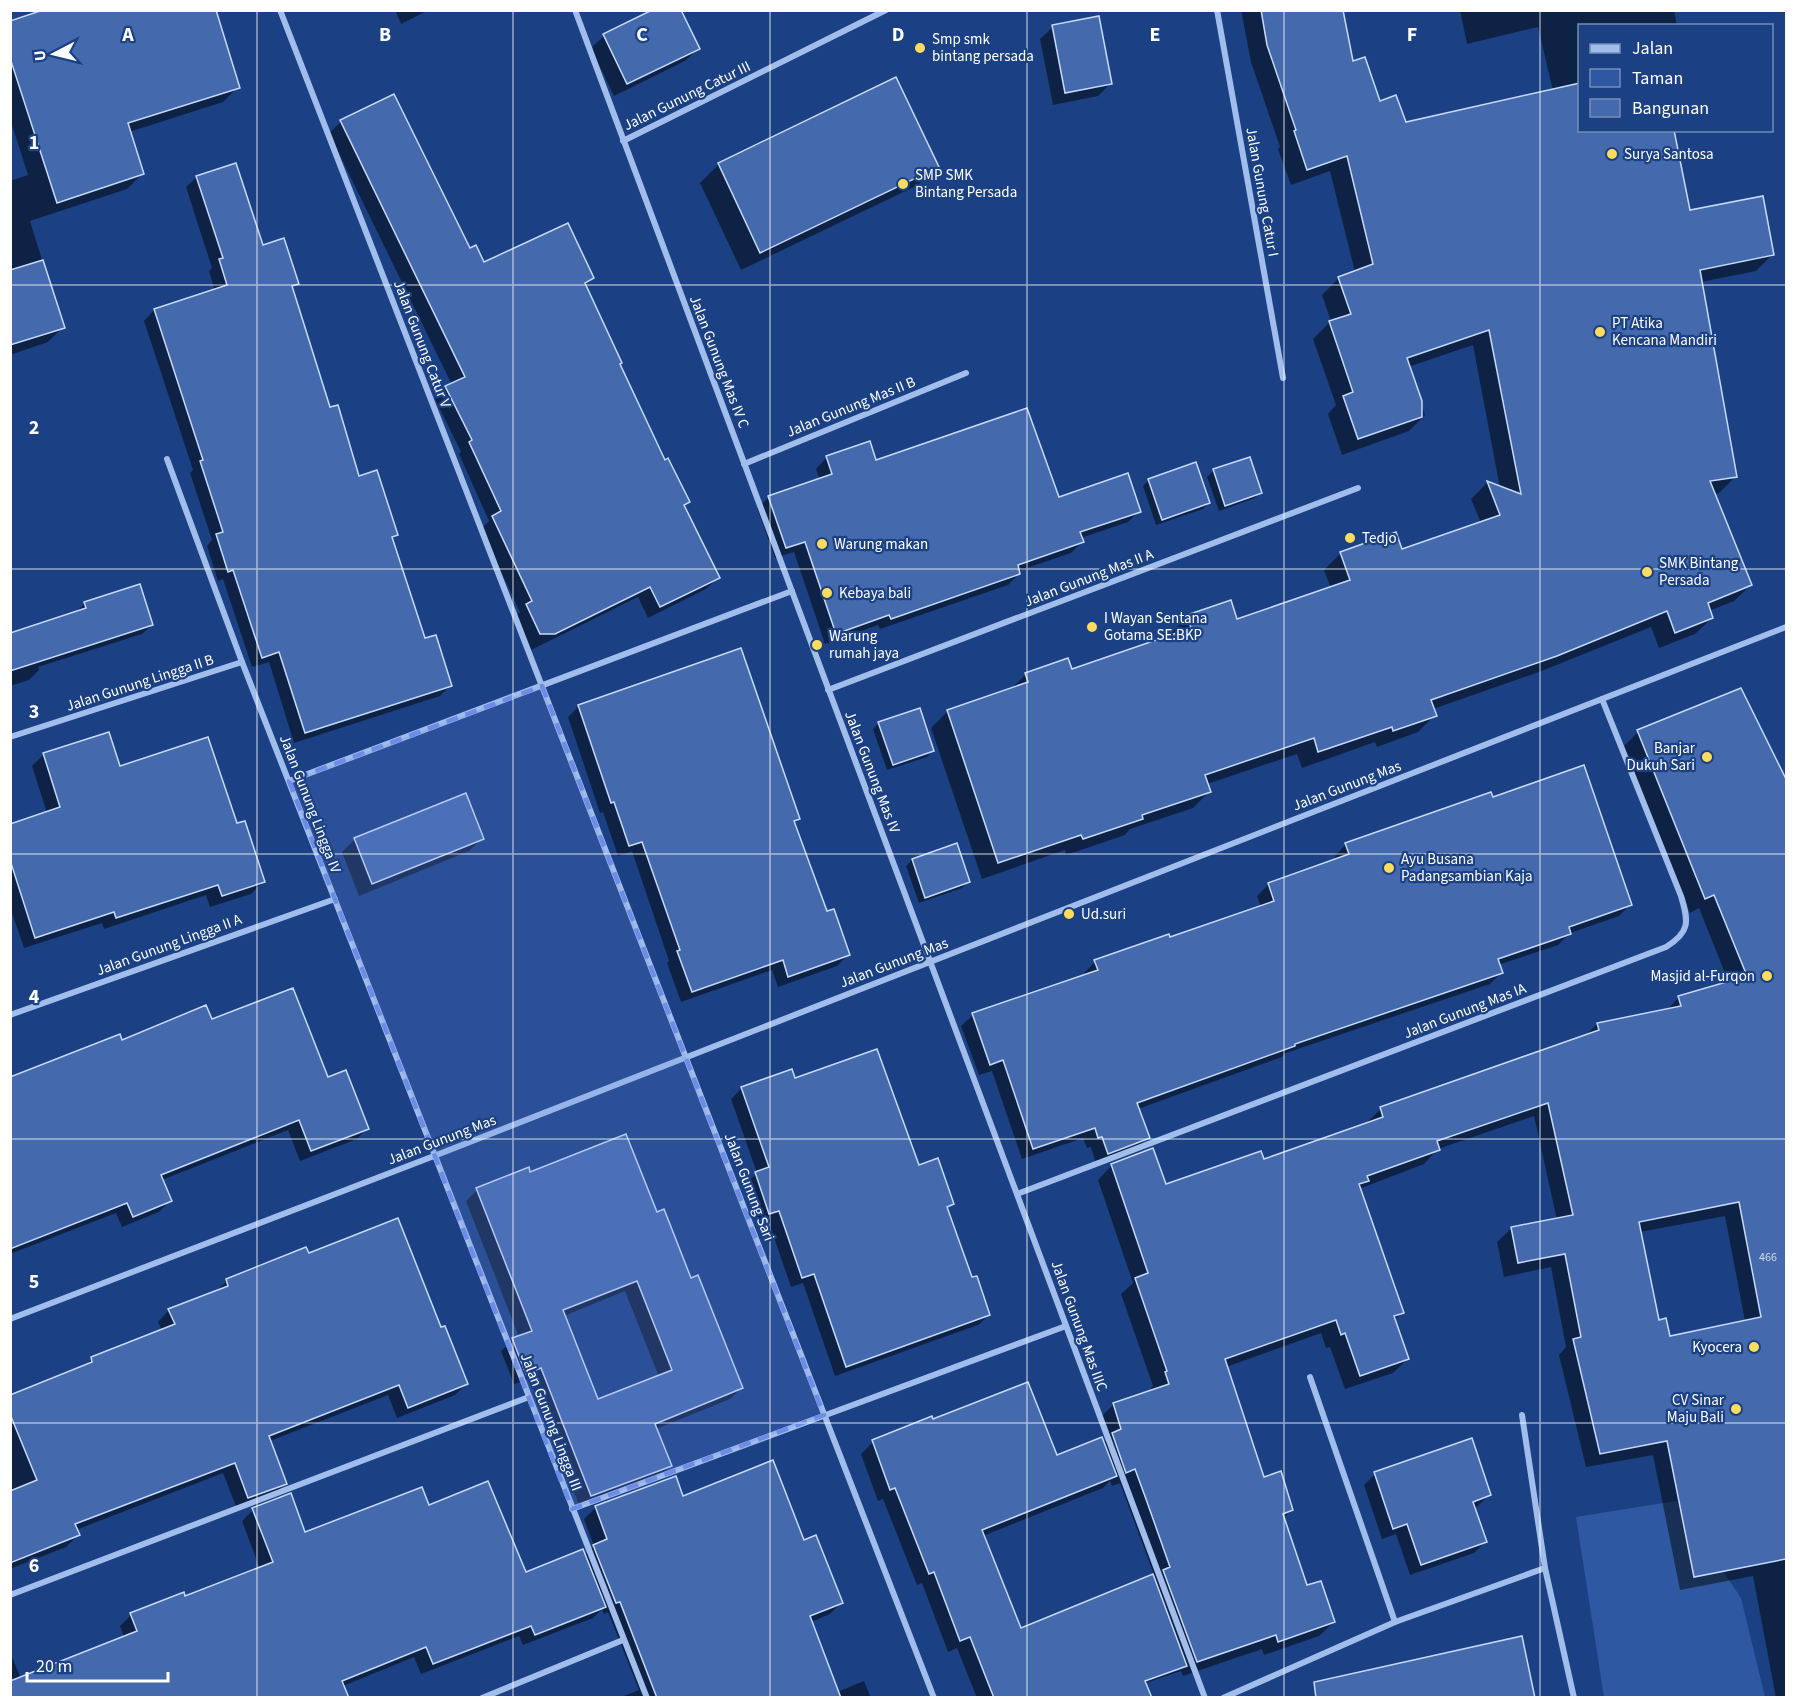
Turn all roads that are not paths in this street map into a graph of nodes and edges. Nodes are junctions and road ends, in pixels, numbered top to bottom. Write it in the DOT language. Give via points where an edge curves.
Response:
graph roads {
  1 [pos="280,10"];
  2 [pos="575,10"];
  3 [pos="886,10"];
  4 [pos="1217,10"];
  5 [pos="623,141"];
  6 [pos="966,373"];
  7 [pos="1283,378"];
  8 [pos="167,459"];
  9 [pos="744,464"];
  10 [pos="1358,488"];
  11 [pos="792,591"];
  12 [pos="1786,627"];
  13 [pos="242,662"];
  14 [pos="542,686"];
  15 [pos="828,690"];
  16 [pos="1602,699"];
  17 [pos="10,737"];
  18 [pos="289,781"];
  19 [pos="335,899"];
  20 [pos="930,962"];
  21 [pos="10,1015"];
  22 [pos="686,1057"];
  23 [pos="434,1156"];
  24 [pos="1017,1194"];
  25 [pos="10,1319"];
  26 [pos="1066,1326"];
  27 [pos="1310,1377"];
  28 [pos="529,1397"];
  29 [pos="824,1415"];
  30 [pos="1522,1415"];
  31 [pos="572,1509"];
  32 [pos="1545,1568"];
  33 [pos="10,1595"];
  34 [pos="1395,1622"];
  35 [pos="623,1640"];
  36 [pos="482,1698"];
  37 [pos="646,1698"];
  38 [pos="934,1698"];
  39 [pos="1205,1698"];
  40 [pos="1223,1698"];
  41 [pos="1574,1698"];
  1 -- 14 [label="street, Jalan Gunung Catur V"];
  2 -- 5 [label="street, Jalan Gunung Catur III"];
  3 -- 5 [label="street, Jalan Gunung Catur III"];
  4 -- 7 [label="street, Jalan Gunung Catur I"];
  5 -- 9 [label="street, Jalan Gunung Mas IV C"];
  6 -- 9 [label="street, Jalan Gunung Mas II B"];
  8 -- 13 [label="street, Jalan Gunung Lingga IV"];
  9 -- 11 [label="street, Jalan Gunung Mas IV C"];
  10 -- 15 [label="street, Jalan Gunung Mas II A"];
  11 -- 14 [label="street"];
  11 -- 15 [label="street, Jalan Gunung Mas IV"];
  12 -- 16 [label="street, Jalan Gunung Mas"];
  13 -- 17 [label="street, Jalan Gunung Lingga II B"];
  13 -- 18 [label="street, Jalan Gunung Lingga IV"];
  14 -- 18 [label="street"];
  14 -- 22 [label="street, Jalan Gunung Sari"];
  15 -- 20 [label="street, Jalan Gunung Mas IV"];
  16 -- 20 [label="street, Jalan Gunung Mas"];
  16 -- 24 [label="street, Jalan Gunung Mas IA" via="1681,896 1686,925 1680,938 1655,951"];
  18 -- 19 [label="street, Jalan Gunung Lingga IV"];
  19 -- 21 [label="street, Jalan Gunung Lingga II A"];
  19 -- 23 [label="street, Jalan Gunung Lingga IV"];
  20 -- 22 [label="street, Jalan Gunung Mas"];
  20 -- 24 [label="street, Jalan Gunung Mas IIIC"];
  22 -- 23 [label="street, Jalan Gunung Mas"];
  22 -- 29 [label="street, Jalan Gunung Sari"];
  23 -- 25 [label="street, Jalan Gunung Mas"];
  23 -- 28 [label="street, Jalan Gunung Lingga III"];
  24 -- 26 [label="street, Jalan Gunung Mas IIIC"];
  26 -- 29 [label="street"];
  26 -- 39 [label="street, Jalan Gunung Mas IIIC"];
  27 -- 34 [label="street"];
  28 -- 31 [label="street, Jalan Gunung Lingga III"];
  28 -- 33 [label="street"];
  29 -- 31 [label="street"];
  29 -- 38 [label="street, Jalan Gunung Sari"];
  30 -- 32 [label="street"];
  31 -- 35 [label="street, Jalan Gunung Lingga III"];
  32 -- 34 [label="street"];
  32 -- 41 [label="street"];
  34 -- 40 [label="street"];
  35 -- 36 [label="street"];
  35 -- 37 [label="street, Jalan Gunung Lingga III"];
}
________________________________________
» WHAT TO WORK ON: Across the listing above, report every line where "roads" occurs.

» SOLUTION TO THE EXERCISE:
Turn all roads that are not paths in this street map into a graph of nodes and edges. Nodes are junctions and road ends, in pixels, numbered top to bottom. Write it in the DOT language. Give via points where an edge curves.
graph roads {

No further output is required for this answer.